For a detailed comparison of distributed tracing tools, check out distributed tracing tools list.

FAQ

  1. What's the best way to monitor Node.js in production? OpenTelemetry provides the most comprehensive and vendor-neutral approach. It automatically instruments frameworks, collects traces and metrics, and works with any compatible backend.
  2. How do I monitor Node.js memory leaks? Track heap size over time and set alerts when it grows consistently. Use Node.js built-in profiler or tools like clinic.js to identify leak sources.
  3. Do I need APM if I already have Prometheus? Prometheus collects metrics but doesn't provide distributed tracing or log correlation. For microservices, adding tracing significantly improves debugging.
  4. What metrics indicate Node.js performance problems?
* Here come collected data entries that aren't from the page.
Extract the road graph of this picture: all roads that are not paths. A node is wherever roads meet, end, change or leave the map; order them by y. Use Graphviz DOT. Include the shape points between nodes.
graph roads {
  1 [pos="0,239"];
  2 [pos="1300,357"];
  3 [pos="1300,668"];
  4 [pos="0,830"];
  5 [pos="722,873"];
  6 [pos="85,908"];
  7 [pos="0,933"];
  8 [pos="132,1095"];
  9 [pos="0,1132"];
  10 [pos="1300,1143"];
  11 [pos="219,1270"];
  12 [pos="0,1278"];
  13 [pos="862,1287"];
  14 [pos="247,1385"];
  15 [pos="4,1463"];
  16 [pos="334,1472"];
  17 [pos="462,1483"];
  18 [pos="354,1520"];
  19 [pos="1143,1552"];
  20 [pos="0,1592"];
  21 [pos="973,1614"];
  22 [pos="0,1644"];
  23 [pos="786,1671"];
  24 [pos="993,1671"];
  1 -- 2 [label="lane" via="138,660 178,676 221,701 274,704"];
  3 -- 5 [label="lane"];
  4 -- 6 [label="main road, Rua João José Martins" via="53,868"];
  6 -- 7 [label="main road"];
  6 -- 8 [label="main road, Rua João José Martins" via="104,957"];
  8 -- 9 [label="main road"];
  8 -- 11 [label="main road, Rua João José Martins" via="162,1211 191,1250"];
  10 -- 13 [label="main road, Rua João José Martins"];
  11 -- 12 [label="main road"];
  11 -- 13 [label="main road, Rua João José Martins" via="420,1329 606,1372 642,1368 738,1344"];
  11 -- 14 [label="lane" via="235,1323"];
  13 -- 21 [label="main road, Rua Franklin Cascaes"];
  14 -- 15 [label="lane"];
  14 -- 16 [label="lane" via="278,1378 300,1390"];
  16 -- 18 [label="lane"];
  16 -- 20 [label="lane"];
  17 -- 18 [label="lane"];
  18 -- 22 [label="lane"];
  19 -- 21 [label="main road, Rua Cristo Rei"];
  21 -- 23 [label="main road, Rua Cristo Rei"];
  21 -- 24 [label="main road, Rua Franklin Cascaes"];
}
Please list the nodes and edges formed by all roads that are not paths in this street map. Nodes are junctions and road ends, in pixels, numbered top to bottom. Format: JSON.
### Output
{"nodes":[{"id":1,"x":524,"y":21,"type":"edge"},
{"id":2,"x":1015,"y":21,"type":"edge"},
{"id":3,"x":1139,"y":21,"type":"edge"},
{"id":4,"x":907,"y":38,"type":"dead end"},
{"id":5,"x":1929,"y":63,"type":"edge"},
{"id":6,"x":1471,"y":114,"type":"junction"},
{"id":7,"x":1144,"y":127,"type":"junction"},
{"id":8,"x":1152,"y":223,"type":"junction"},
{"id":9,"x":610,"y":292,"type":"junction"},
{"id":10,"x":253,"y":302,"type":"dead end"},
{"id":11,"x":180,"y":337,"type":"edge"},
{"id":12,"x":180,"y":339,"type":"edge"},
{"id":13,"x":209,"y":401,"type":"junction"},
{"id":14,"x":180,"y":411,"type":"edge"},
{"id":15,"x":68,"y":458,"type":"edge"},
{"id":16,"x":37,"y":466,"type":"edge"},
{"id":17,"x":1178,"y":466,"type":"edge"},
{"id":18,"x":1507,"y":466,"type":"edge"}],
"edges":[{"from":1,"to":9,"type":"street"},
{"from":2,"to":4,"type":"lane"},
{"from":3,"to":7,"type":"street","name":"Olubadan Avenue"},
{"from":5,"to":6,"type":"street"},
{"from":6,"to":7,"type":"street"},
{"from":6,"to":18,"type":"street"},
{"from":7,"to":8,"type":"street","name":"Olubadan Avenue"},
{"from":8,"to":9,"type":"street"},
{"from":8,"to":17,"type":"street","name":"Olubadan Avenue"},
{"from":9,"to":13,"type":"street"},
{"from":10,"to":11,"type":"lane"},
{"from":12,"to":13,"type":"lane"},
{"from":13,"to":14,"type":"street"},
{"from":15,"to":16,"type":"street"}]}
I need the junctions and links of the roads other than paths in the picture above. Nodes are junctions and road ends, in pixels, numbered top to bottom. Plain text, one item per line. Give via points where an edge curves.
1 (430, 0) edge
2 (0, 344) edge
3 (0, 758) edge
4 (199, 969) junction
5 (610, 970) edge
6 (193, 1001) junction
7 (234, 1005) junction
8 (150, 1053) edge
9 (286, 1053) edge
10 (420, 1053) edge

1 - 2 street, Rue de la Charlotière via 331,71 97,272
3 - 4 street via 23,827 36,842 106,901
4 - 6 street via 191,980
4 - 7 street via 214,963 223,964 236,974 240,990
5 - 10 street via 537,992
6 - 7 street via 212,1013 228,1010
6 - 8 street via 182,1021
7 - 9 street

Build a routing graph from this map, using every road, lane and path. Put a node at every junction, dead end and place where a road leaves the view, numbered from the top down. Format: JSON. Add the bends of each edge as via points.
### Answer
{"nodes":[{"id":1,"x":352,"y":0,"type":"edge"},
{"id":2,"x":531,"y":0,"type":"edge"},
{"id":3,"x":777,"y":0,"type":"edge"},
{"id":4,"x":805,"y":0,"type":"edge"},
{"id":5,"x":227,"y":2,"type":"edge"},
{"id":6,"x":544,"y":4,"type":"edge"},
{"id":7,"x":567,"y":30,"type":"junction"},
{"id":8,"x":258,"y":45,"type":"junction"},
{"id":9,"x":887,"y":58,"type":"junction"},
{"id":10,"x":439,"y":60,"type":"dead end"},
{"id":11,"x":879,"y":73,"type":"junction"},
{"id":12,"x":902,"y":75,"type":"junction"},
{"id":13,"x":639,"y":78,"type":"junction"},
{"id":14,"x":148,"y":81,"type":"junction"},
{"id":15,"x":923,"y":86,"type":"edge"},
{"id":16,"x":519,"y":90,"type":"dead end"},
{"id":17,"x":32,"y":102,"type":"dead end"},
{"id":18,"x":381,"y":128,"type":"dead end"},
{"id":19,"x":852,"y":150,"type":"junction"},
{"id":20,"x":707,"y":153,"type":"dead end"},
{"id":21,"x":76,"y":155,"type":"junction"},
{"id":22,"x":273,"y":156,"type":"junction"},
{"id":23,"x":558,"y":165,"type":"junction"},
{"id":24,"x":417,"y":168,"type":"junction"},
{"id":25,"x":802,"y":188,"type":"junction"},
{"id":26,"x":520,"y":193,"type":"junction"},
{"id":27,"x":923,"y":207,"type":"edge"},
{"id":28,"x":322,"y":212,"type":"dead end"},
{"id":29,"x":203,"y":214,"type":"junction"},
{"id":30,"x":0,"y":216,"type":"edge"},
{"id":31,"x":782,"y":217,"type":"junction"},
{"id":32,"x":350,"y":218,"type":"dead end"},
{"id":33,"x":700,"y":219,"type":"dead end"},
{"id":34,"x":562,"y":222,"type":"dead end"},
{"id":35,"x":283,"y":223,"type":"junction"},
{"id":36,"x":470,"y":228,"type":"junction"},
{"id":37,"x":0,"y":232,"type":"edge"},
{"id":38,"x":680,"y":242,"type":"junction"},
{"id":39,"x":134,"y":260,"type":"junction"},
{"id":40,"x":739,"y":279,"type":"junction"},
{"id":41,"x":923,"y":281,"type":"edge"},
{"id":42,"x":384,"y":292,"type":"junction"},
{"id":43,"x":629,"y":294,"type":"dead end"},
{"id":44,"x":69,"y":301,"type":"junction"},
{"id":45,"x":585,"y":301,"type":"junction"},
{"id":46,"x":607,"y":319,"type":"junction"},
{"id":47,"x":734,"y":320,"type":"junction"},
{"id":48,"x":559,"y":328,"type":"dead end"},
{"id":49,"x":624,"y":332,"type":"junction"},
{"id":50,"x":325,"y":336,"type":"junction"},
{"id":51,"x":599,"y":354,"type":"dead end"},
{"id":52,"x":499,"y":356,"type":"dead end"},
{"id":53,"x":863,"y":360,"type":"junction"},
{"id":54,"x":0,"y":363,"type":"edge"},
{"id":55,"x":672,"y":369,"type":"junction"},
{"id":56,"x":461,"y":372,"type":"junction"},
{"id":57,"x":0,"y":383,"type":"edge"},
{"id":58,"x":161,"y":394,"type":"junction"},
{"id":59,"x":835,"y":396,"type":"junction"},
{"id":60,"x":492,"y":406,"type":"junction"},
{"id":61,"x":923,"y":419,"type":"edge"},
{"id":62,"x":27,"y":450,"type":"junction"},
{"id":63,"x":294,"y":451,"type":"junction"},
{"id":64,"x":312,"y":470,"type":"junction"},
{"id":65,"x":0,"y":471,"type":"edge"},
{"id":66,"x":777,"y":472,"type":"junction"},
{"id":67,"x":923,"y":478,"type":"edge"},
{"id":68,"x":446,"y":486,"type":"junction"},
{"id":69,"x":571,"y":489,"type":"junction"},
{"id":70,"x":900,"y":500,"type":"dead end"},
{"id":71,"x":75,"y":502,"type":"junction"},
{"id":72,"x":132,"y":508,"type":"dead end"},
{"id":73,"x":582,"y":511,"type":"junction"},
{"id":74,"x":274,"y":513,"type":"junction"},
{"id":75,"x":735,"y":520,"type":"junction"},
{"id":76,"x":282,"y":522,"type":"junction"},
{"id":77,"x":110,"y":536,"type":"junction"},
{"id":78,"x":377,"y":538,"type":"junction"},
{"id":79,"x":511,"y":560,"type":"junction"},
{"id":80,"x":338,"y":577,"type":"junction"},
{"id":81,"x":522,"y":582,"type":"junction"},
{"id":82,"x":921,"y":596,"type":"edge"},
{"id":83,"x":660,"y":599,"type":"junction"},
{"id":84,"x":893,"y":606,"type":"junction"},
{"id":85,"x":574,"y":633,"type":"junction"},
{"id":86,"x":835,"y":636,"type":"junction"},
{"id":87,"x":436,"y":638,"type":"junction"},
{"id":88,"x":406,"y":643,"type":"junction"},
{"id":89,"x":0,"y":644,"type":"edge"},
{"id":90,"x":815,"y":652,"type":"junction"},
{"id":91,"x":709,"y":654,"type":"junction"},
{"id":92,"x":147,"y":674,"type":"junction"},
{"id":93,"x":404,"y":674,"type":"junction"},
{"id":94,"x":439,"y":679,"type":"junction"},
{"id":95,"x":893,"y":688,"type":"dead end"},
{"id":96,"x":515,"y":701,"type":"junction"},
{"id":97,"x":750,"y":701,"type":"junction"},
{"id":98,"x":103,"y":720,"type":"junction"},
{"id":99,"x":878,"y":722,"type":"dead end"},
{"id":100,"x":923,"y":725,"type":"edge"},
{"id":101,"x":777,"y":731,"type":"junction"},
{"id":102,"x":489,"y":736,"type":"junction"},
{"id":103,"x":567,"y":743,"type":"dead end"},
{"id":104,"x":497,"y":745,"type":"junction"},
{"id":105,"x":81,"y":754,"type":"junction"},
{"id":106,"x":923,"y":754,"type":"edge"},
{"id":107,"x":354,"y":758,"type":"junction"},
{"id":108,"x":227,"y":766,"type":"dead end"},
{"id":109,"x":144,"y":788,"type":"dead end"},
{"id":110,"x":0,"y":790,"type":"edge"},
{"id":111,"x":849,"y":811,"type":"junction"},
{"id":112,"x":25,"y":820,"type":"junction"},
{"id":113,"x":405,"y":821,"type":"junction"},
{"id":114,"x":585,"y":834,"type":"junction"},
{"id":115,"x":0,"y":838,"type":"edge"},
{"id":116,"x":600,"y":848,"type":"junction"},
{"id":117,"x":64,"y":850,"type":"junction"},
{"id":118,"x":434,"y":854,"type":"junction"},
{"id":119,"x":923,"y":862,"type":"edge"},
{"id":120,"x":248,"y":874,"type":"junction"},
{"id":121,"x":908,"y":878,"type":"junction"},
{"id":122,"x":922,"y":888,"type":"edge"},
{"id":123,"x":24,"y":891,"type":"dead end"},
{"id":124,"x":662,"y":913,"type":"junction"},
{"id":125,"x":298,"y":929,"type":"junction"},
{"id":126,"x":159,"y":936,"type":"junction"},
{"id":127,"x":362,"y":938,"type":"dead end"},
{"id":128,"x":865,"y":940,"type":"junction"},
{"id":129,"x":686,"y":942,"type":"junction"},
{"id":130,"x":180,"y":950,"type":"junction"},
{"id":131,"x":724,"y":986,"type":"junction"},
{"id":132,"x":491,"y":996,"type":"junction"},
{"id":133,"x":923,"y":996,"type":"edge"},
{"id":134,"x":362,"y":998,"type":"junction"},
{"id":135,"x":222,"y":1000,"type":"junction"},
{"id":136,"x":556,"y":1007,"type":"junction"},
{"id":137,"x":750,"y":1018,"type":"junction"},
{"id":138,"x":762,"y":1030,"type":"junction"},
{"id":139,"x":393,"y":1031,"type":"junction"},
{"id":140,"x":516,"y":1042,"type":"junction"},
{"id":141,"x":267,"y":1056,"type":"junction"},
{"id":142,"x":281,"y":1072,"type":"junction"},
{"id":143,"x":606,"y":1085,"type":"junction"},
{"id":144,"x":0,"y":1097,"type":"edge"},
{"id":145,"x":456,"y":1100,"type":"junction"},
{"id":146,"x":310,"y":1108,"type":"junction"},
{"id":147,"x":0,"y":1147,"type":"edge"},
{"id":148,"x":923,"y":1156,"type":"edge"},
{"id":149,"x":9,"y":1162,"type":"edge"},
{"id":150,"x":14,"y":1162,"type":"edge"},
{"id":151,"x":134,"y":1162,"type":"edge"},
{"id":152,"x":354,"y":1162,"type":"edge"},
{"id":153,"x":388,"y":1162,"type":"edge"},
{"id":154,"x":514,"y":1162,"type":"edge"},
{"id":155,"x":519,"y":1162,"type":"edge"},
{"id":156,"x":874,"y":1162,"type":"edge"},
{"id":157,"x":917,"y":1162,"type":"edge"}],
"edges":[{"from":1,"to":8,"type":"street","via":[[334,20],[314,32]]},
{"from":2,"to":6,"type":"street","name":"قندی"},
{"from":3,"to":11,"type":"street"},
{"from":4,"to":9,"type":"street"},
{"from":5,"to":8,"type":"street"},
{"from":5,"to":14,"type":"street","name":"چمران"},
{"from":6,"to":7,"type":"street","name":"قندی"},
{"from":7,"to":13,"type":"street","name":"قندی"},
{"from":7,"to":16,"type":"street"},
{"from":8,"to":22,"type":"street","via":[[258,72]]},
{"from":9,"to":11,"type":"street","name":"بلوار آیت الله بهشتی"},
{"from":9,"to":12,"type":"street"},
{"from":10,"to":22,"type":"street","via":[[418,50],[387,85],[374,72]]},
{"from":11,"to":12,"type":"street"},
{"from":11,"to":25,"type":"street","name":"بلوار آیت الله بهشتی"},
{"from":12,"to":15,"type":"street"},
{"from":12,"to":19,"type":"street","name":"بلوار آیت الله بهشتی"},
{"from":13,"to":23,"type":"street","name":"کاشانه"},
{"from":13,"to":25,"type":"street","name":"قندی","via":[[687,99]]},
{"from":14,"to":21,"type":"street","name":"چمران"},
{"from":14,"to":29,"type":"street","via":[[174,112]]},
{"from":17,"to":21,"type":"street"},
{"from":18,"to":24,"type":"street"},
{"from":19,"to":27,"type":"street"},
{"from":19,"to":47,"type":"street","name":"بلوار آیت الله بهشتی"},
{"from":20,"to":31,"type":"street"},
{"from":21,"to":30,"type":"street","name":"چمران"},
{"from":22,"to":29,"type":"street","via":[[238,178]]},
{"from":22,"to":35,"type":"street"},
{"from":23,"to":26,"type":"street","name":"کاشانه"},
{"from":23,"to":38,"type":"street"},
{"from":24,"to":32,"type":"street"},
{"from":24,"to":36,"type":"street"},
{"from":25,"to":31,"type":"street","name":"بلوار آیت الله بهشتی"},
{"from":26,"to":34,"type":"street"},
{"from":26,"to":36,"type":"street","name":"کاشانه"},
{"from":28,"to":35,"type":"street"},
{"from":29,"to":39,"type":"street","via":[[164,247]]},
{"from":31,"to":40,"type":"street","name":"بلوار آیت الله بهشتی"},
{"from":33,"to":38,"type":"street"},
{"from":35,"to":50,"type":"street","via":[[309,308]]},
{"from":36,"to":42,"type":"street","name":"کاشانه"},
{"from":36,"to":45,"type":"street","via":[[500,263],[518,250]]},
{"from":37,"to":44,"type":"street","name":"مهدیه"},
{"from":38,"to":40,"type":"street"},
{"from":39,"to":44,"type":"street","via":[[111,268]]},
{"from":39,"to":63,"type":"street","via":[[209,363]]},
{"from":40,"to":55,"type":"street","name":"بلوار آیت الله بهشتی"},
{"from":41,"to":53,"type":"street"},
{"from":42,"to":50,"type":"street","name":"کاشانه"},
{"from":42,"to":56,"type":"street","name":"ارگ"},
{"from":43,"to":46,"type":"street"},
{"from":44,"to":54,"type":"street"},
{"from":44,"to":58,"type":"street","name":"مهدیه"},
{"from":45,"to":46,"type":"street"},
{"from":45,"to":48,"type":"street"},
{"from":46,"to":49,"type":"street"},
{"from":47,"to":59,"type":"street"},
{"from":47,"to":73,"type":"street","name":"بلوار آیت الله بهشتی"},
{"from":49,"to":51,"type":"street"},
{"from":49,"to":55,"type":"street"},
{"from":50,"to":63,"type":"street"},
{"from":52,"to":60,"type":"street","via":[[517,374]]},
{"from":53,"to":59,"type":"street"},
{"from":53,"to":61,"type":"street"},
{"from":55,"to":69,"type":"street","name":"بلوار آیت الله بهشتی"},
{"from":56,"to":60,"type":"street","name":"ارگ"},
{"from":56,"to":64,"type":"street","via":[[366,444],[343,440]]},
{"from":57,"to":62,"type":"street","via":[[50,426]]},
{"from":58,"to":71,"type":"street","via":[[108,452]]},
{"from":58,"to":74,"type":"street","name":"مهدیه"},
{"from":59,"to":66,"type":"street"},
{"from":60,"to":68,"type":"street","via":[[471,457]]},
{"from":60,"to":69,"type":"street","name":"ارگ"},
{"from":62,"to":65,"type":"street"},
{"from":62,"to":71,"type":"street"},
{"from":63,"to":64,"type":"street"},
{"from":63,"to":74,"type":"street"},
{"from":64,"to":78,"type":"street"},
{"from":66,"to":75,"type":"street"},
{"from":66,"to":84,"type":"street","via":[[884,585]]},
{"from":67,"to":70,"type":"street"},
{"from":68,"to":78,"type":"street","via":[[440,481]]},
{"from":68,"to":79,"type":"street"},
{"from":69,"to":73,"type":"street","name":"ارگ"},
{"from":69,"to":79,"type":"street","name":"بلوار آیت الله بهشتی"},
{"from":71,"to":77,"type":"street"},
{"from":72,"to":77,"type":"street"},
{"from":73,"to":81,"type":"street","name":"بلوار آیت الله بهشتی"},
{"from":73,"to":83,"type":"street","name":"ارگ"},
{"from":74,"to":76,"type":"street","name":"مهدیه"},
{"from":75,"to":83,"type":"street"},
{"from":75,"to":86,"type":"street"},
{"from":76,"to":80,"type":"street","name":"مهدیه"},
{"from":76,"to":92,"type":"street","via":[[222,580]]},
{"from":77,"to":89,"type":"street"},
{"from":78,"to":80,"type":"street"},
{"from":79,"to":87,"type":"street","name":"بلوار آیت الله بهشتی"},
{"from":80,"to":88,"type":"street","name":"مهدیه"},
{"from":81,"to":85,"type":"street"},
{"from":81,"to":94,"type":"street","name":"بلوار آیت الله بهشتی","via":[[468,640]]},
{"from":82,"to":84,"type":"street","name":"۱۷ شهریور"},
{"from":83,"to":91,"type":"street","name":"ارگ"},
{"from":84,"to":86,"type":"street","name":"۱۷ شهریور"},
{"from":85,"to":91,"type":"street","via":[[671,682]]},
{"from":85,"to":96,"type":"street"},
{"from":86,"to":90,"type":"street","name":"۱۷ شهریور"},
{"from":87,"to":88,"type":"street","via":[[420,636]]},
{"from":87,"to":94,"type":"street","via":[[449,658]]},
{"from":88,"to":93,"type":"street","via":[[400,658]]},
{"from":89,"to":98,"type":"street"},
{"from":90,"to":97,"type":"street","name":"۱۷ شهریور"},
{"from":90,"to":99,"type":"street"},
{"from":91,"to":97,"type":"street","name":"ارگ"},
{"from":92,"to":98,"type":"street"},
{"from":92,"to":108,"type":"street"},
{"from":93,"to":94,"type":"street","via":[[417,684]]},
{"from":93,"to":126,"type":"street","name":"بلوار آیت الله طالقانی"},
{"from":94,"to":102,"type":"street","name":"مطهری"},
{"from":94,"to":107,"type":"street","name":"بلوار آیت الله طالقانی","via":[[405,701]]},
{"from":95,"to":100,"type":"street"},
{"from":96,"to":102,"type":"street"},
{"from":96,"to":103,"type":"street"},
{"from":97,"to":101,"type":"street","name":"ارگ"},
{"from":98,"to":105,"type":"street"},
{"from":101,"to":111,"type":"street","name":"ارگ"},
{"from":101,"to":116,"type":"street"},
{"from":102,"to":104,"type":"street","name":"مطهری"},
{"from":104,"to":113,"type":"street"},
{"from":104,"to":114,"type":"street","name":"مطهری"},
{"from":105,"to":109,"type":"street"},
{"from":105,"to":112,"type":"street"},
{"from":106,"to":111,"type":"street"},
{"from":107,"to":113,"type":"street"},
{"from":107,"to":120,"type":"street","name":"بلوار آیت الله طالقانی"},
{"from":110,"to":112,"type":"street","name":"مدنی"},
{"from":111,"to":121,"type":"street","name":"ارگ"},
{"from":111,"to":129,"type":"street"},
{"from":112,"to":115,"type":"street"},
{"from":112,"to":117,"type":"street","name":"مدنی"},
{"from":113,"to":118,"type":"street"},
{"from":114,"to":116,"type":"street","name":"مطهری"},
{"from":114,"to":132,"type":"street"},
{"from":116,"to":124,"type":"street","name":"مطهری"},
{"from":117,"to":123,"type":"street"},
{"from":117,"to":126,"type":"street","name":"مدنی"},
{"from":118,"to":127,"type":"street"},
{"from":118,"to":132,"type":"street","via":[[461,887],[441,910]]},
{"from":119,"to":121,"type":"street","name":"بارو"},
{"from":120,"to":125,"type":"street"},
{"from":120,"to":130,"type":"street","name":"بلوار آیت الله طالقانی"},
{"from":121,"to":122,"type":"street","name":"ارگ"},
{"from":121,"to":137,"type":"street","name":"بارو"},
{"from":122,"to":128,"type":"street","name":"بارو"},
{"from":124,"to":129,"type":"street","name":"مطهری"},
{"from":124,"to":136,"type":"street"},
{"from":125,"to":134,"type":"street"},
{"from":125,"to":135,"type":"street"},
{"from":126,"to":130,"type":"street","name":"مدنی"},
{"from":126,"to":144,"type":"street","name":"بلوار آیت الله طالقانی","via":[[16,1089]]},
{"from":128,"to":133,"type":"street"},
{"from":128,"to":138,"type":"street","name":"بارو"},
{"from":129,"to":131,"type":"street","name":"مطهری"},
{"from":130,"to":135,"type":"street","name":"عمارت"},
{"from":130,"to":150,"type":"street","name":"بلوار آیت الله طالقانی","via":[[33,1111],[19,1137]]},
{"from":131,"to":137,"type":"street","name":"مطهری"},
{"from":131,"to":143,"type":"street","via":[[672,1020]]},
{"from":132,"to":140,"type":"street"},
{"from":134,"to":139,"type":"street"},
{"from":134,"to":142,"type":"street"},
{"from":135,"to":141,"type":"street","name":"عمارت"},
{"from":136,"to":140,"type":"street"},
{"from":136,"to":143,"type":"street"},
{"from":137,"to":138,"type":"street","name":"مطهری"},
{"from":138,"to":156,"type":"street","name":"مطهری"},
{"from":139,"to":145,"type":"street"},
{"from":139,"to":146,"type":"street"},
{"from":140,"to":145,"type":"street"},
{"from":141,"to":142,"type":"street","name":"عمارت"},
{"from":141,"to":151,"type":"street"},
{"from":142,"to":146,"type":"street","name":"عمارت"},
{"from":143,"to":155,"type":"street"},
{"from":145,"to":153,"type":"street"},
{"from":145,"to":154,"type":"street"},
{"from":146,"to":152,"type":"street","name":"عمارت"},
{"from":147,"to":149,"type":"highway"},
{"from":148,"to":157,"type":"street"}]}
Watch event loop lag (>20ms), memory growth, p95 response times, and error rates. Sudden changes in these metrics signal issues.
  5. How much does Node.js monitoring cost? Open-source tools like Uptrace cost $0.10-0.15 per GB. Commercial APM solutions range from $15-50 per host monthly depending on features.
  6. Can I monitor serverless Node.js functions? Yes. OpenTelemetry supports AWS Lambda, and services like Datadog have Lambda-specific integrations. Cold start times and invocation duration are key metrics.
  7. What's the difference between APM and logging? APM tracks application performance (traces, metrics), while logging captures event records. For a full comparison, see open-source APM tools.